Task requirements> Apart from the pictures, write out the records that follow exactly.

Excerpted data>

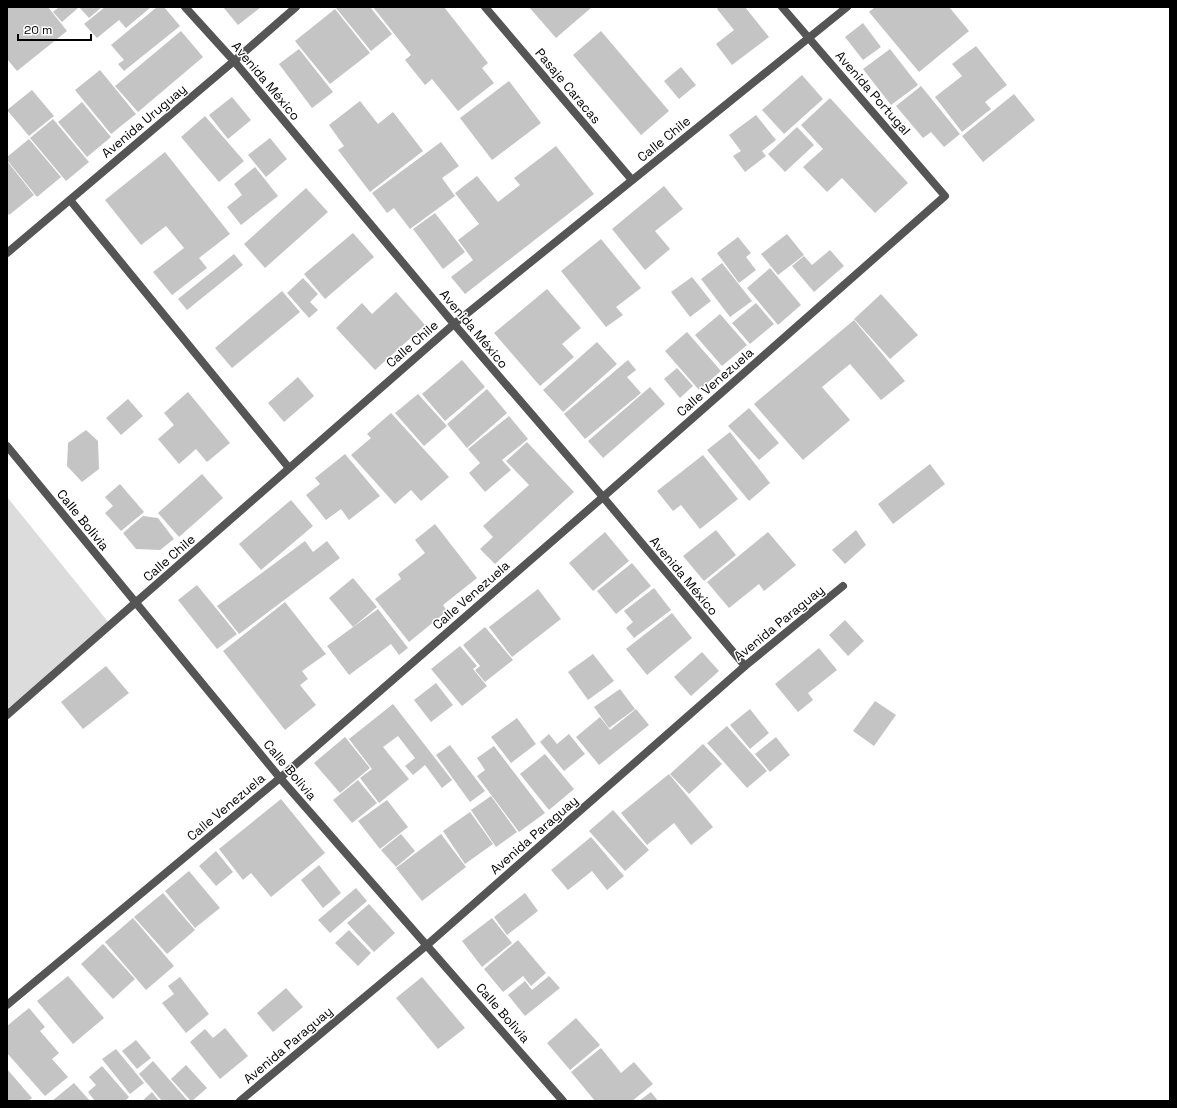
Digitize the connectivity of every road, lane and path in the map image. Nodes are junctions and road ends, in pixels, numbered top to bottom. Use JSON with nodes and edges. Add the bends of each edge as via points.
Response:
{"nodes":[{"id":1,"x":185,"y":7,"type":"edge"},
{"id":2,"x":296,"y":7,"type":"edge"},
{"id":3,"x":485,"y":7,"type":"edge"},
{"id":4,"x":782,"y":7,"type":"edge"},
{"id":5,"x":847,"y":7,"type":"edge"},
{"id":6,"x":809,"y":38,"type":"junction"},
{"id":7,"x":234,"y":61,"type":"junction"},
{"id":8,"x":632,"y":180,"type":"junction"},
{"id":9,"x":945,"y":196,"type":"joint"},
{"id":10,"x":70,"y":200,"type":"junction"},
{"id":11,"x":7,"y":253,"type":"edge"},
{"id":12,"x":454,"y":324,"type":"junction"},
{"id":13,"x":7,"y":446,"type":"edge"},
{"id":14,"x":289,"y":468,"type":"junction"},
{"id":15,"x":602,"y":497,"type":"junction"},
{"id":16,"x":843,"y":586,"type":"dead end"},
{"id":17,"x":136,"y":603,"type":"junction"},
{"id":18,"x":745,"y":666,"type":"junction"},
{"id":19,"x":7,"y":715,"type":"edge"},
{"id":20,"x":280,"y":778,"type":"junction"},
{"id":21,"x":427,"y":944,"type":"junction"},
{"id":22,"x":7,"y":1004,"type":"edge"},
{"id":23,"x":240,"y":1101,"type":"edge"},
{"id":24,"x":563,"y":1101,"type":"edge"}],
"edges":[{"from":1,"to":7,"type":"street","name":"Avenida México"},
{"from":2,"to":7,"type":"street","name":"Avenida Uruguay"},
{"from":3,"to":8,"type":"street","name":"Pasaje Caracas"},
{"from":4,"to":6,"type":"street","name":"Avenida Portugal"},
{"from":5,"to":6,"type":"street","name":"Calle Chile"},
{"from":6,"to":8,"type":"street","name":"Calle Chile"},
{"from":6,"to":9,"type":"street","name":"Avenida Portugal"},
{"from":7,"to":10,"type":"street","name":"Avenida Uruguay"},
{"from":7,"to":12,"type":"street","name":"Avenida México"},
{"from":8,"to":12,"type":"street","name":"Calle Chile"},
{"from":9,"to":15,"type":"street","name":"Calle Venezuela"},
{"from":10,"to":11,"type":"street","name":"Avenida Uruguay"},
{"from":10,"to":14,"type":"street"},
{"from":12,"to":14,"type":"street","name":"Calle Chile"},
{"from":12,"to":15,"type":"street","name":"Avenida México"},
{"from":13,"to":17,"type":"street","name":"Calle Bolivia"},
{"from":14,"to":17,"type":"street","name":"Calle Chile"},
{"from":15,"to":18,"type":"street","name":"Avenida México"},
{"from":15,"to":20,"type":"street","name":"Calle Venezuela"},
{"from":16,"to":18,"type":"street","name":"Avenida Paraguay"},
{"from":17,"to":19,"type":"street","name":"Calle Chile"},
{"from":17,"to":20,"type":"street","name":"Calle Bolivia"},
{"from":18,"to":21,"type":"street","name":"Avenida Paraguay"},
{"from":20,"to":21,"type":"street","name":"Calle Bolivia"},
{"from":20,"to":22,"type":"street","name":"Calle Venezuela"},
{"from":21,"to":23,"type":"street","name":"Avenida Paraguay"},
{"from":21,"to":24,"type":"street","name":"Calle Bolivia"}]}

Output for this exercise>
Digitize the connectivity of every road, lane and path in the map image. Nodes are junctions and road ends, in pixels, numbered top to bottom. Use JSON with nodes and edges. Add the bends of each edge as via points.
Response:
{"nodes":[{"id":1,"x":185,"y":7,"type":"edge"},
{"id":2,"x":296,"y":7,"type":"edge"},
{"id":3,"x":485,"y":7,"type":"edge"},
{"id":4,"x":782,"y":7,"type":"edge"},
{"id":5,"x":847,"y":7,"type":"edge"},
{"id":6,"x":809,"y":38,"type":"junction"},
{"id":7,"x":234,"y":61,"type":"junction"},
{"id":8,"x":632,"y":180,"type":"junction"},
{"id":9,"x":945,"y":196,"type":"joint"},
{"id":10,"x":70,"y":200,"type":"junction"},
{"id":11,"x":7,"y":253,"type":"edge"},
{"id":12,"x":454,"y":324,"type":"junction"},
{"id":13,"x":7,"y":446,"type":"edge"},
{"id":14,"x":289,"y":468,"type":"junction"},
{"id":15,"x":602,"y":497,"type":"junction"},
{"id":16,"x":843,"y":586,"type":"dead end"},
{"id":17,"x":136,"y":603,"type":"junction"},
{"id":18,"x":745,"y":666,"type":"junction"},
{"id":19,"x":7,"y":715,"type":"edge"},
{"id":20,"x":280,"y":778,"type":"junction"},
{"id":21,"x":427,"y":944,"type":"junction"},
{"id":22,"x":7,"y":1004,"type":"edge"},
{"id":23,"x":240,"y":1101,"type":"edge"},
{"id":24,"x":563,"y":1101,"type":"edge"}],
"edges":[{"from":1,"to":7,"type":"street","name":"Avenida México"},
{"from":2,"to":7,"type":"street","name":"Avenida Uruguay"},
{"from":3,"to":8,"type":"street","name":"Pasaje Caracas"},
{"from":4,"to":6,"type":"street","name":"Avenida Portugal"},
{"from":5,"to":6,"type":"street","name":"Calle Chile"},
{"from":6,"to":8,"type":"street","name":"Calle Chile"},
{"from":6,"to":9,"type":"street","name":"Avenida Portugal"},
{"from":7,"to":10,"type":"street","name":"Avenida Uruguay"},
{"from":7,"to":12,"type":"street","name":"Avenida México"},
{"from":8,"to":12,"type":"street","name":"Calle Chile"},
{"from":9,"to":15,"type":"street","name":"Calle Venezuela"},
{"from":10,"to":11,"type":"street","name":"Avenida Uruguay"},
{"from":10,"to":14,"type":"street"},
{"from":12,"to":14,"type":"street","name":"Calle Chile"},
{"from":12,"to":15,"type":"street","name":"Avenida México"},
{"from":13,"to":17,"type":"street","name":"Calle Bolivia"},
{"from":14,"to":17,"type":"street","name":"Calle Chile"},
{"from":15,"to":18,"type":"street","name":"Avenida México"},
{"from":15,"to":20,"type":"street","name":"Calle Venezuela"},
{"from":16,"to":18,"type":"street","name":"Avenida Paraguay"},
{"from":17,"to":19,"type":"street","name":"Calle Chile"},
{"from":17,"to":20,"type":"street","name":"Calle Bolivia"},
{"from":18,"to":21,"type":"street","name":"Avenida Paraguay"},
{"from":20,"to":21,"type":"street","name":"Calle Bolivia"},
{"from":20,"to":22,"type":"street","name":"Calle Venezuela"},
{"from":21,"to":23,"type":"street","name":"Avenida Paraguay"},
{"from":21,"to":24,"type":"street","name":"Calle Bolivia"}]}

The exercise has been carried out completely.